Ma forse, nel prenderci cura di un cane, una persona o una pianta, nel coltivare piccoli Sogni con la nostra piccola, attenta, microscopica passione, possiamo - io spero - farci simili ai Guardiani delle Formiche Verdi, inamovibili moniti sacri con il cuore sprofondato nel Cuore della Terra. Custodi esili. Sacerdoti minimi. Silenziosi strambi sacerdoti del piccolo.


"Anche per Dostoevskij [oltre che per Nietzsche] la prognosi è ottimistica; egli non vede nel nichilismo la fase ultima, mortale, ma anzi lo ritiene guaribile e, precisamente, guaribile attraverso il dolore. Il destino di Raskol'nikov fa vedere, prefigurandola, la grande trasformazione che coinvolgerà milioni di uomini. Anche qui si ha l'impressione che il nichilismo sia concepito come fase necessaria all'interno di un movimento orientato a scopi ben precisi.

(...)

L'ottimismo, come anche il pessimismo, di questa risposta, si abbarbica, è vero, alle prove, ma non si fonda su di esse. Si tratta di ordini diversi; ciò che conferisce forza di persuasione all'ottimismo è la profondità, alla prova è la chiarezza. L'ottimismo può raggiungere strati in cui il futuro, ancora assopito, viene fecondato. In tal caso lo si incontra come un sapere che raggiunge profondità maggiori che non la forza dei fatti - che addirittura può suscitarli. Il suo fulcro è più nel carattere che nel mondo. Un ottimismo fondato su queste basi va apprezzato in se stesso, dal momento che proprio la volontà la speranza e la stessa prospettiva futura devono dare a chi lo professa la forza di resistere nel mutevole corso della storia e dei suoi pericoli. Molte cose dipendono da questo." (E. Junger, Oltre la linea [scritto del 1950], in E. Junger - M. Heidegger, Oltre la linea. Sottolineatura in corsivo mia.)

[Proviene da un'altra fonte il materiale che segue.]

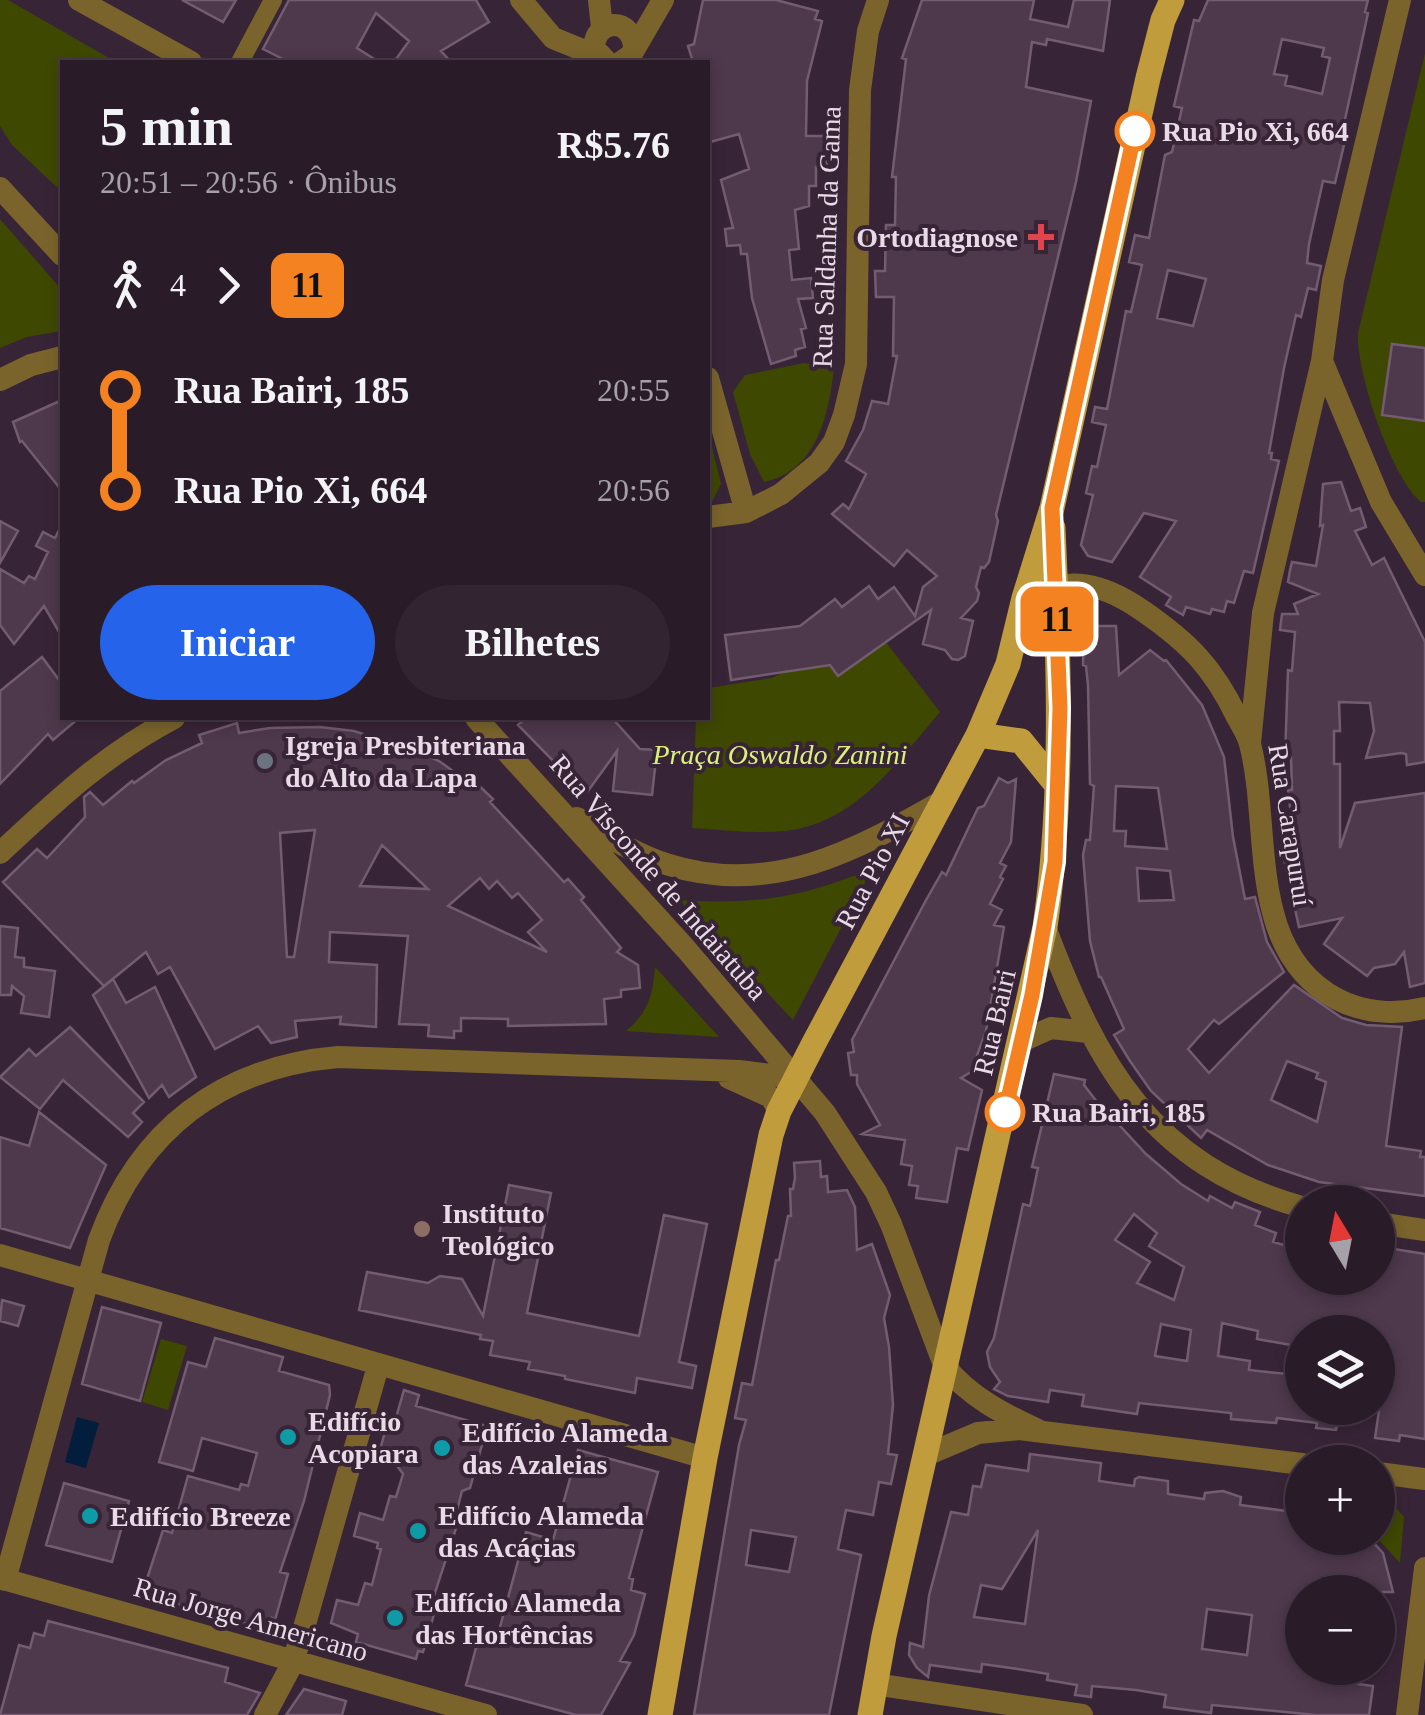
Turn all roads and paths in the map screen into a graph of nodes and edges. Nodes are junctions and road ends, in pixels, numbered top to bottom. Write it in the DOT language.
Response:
graph roads {
  1 [pos="79,0"];
  2 [pos="272,0"];
  3 [pos="521,0"];
  4 [pos="602,0"];
  5 [pos="878,0"];
  6 [pos="1172,0"];
  7 [pos="1400,0"];
  8 [pos="663,3"];
  9 [pos="615,47"];
  10 [pos="187,60"];
  11 [pos="241,60"];
  12 [pos="0,188"];
  13 [pos="60,253"];
  14 [pos="60,358"];
  15 [pos="1322,362"];
  16 [pos="0,380"];
  17 [pos="710,385"];
  18 [pos="1052,508"];
  19 [pos="746,512"];
  20 [pos="710,517"];
  21 [pos="1414,536"];
  22 [pos="1425,575"];
  23 [pos="1056,585"];
  24 [pos="1122,596"];
  25 [pos="1024,598"];
  26 [pos="1057,616"];
  27 [pos="170,720"];
  28 [pos="478,720"];
  29 [pos="978,735"];
  30 [pos="1250,743"];
  31 [pos="1056,784"];
  32 [pos="944,800"];
  33 [pos="558,806"];
  34 [pos="0,852"];
  35 [pos="1045,927"];
  36 [pos="1425,1008"];
  37 [pos="1088,1032"];
  38 [pos="1022,1041"];
  39 [pos="712,1071"];
  40 [pos="796,1078"];
  41 [pos="779,1111"];
  42 [pos="1285,1200"];
  43 [pos="1395,1226"];
  44 [pos="1425,1230"];
  45 [pos="0,1255"];
  46 [pos="88,1281"];
  47 [pos="944,1365"];
  48 [pos="378,1366"];
  49 [pos="1038,1430"];
  50 [pos="926,1456"];
  51 [pos="706,1458"];
  52 [pos="1285,1462"];
  53 [pos="1395,1476"];
  54 [pos="1425,1480"];
  55 [pos="1425,1568"];
  56 [pos="3,1579"];
  57 [pos="292,1662"];
  58 [pos="874,1684"];
  59 [pos="266,1715"];
  60 [pos="486,1715"];
  61 [pos="660,1715"];
  62 [pos="870,1715"];
  63 [pos="1082,1715"];
  64 [pos="1406,1715"];
  1 -- 10 [label="street"];
  2 -- 11 [label="street"];
  3 -- 9 [label="street"];
  4 -- 9 [label="street"];
  5 -- 19 [label="street, Rua Saldanha da Gama"];
  6 -- 18 [label="main road, Rua Pio XI"];
  7 -- 15 [label="street"];
  8 -- 9 [label="street"];
  12 -- 13 [label="street"];
  14 -- 16 [label="street"];
  15 -- 21 [label="street"];
  15 -- 30 [label="street"];
  17 -- 19 [label="street"];
  18 -- 23 [label="main road, Rua Bairi"];
  18 -- 25 [label="main road, Rua Pio XI"];
  19 -- 20 [label="street, Rua Saldanha da Gama"];
  21 -- 22 [label="street"];
  23 -- 24 [label="street, Rua Carapuruí"];
  23 -- 25 [label="street, Rua Carapuruí"];
  23 -- 26 [label="main road, Rua Bairi"];
  24 -- 26 [label="street"];
  24 -- 30 [label="street, Rua Carapuruí"];
  25 -- 29 [label="main road, Rua Pio XI"];
  26 -- 31 [label="main road, Rua Bairi"];
  27 -- 34 [label="street"];
  28 -- 33 [label="street, Rua Visconde de Indaiatuba"];
  29 -- 31 [label="main road"];
  29 -- 32 [label="main road, Rua Pio XI"];
  30 -- 36 [label="street, Rua Carapuruí"];
  31 -- 35 [label="main road, Rua Bairi"];
  32 -- 33 [label="street"];
  32 -- 40 [label="main road, Rua Pio XI"];
  33 -- 40 [label="street, Rua Visconde de Indaiatuba"];
  35 -- 37 [label="street"];
  35 -- 38 [label="main road, Rua Bairi"];
  37 -- 38 [label="street"];
  37 -- 42 [label="street"];
  38 -- 47 [label="main road, Rua Bairi"];
  39 -- 40 [label="street"];
  39 -- 41 [label="street"];
  39 -- 46 [label="street"];
  40 -- 41 [label="main road, Rua Pio XI"];
  40 -- 47 [label="street, Rua Visconde de Indaiatuba"];
  41 -- 51 [label="main road, Rua Pio XI"];
  43 -- 44 [label="street"];
  45 -- 46 [label="street"];
  46 -- 48 [label="street"];
  46 -- 56 [label="street"];
  47 -- 49 [label="street"];
  47 -- 50 [label="main road, Rua Bairi"];
  48 -- 51 [label="street"];
  48 -- 57 [label="street"];
  49 -- 50 [label="street"];
  49 -- 52 [label="street"];
  50 -- 58 [label="main road, Rua Bairi"];
  51 -- 61 [label="main road, Rua Pio XI"];
  53 -- 54 [label="street"];
  55 -- 64 [label="street"];
  56 -- 57 [label="street, Rua Jorge Americano"];
  57 -- 59 [label="street"];
  57 -- 60 [label="street, Rua Jorge Americano"];
  58 -- 62 [label="main road, Rua Bairi"];
  58 -- 63 [label="street"];
}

P.S.: Chiedo scusa per essermi permesso di scrivere questo breve articolo nella quasi totale ignoranza sulla cultura degli Aborigeni d'Australia.

Chiedo scusa se, come è probabile, le mie parole non sono coerenti con queste Tradizioni.

Questo articolo vuole solo esprimere le mie suggestioni emotivo-analogiche di fronte alla visione di questo film, che comunque penso abbia anche un valore e un linguaggio universali.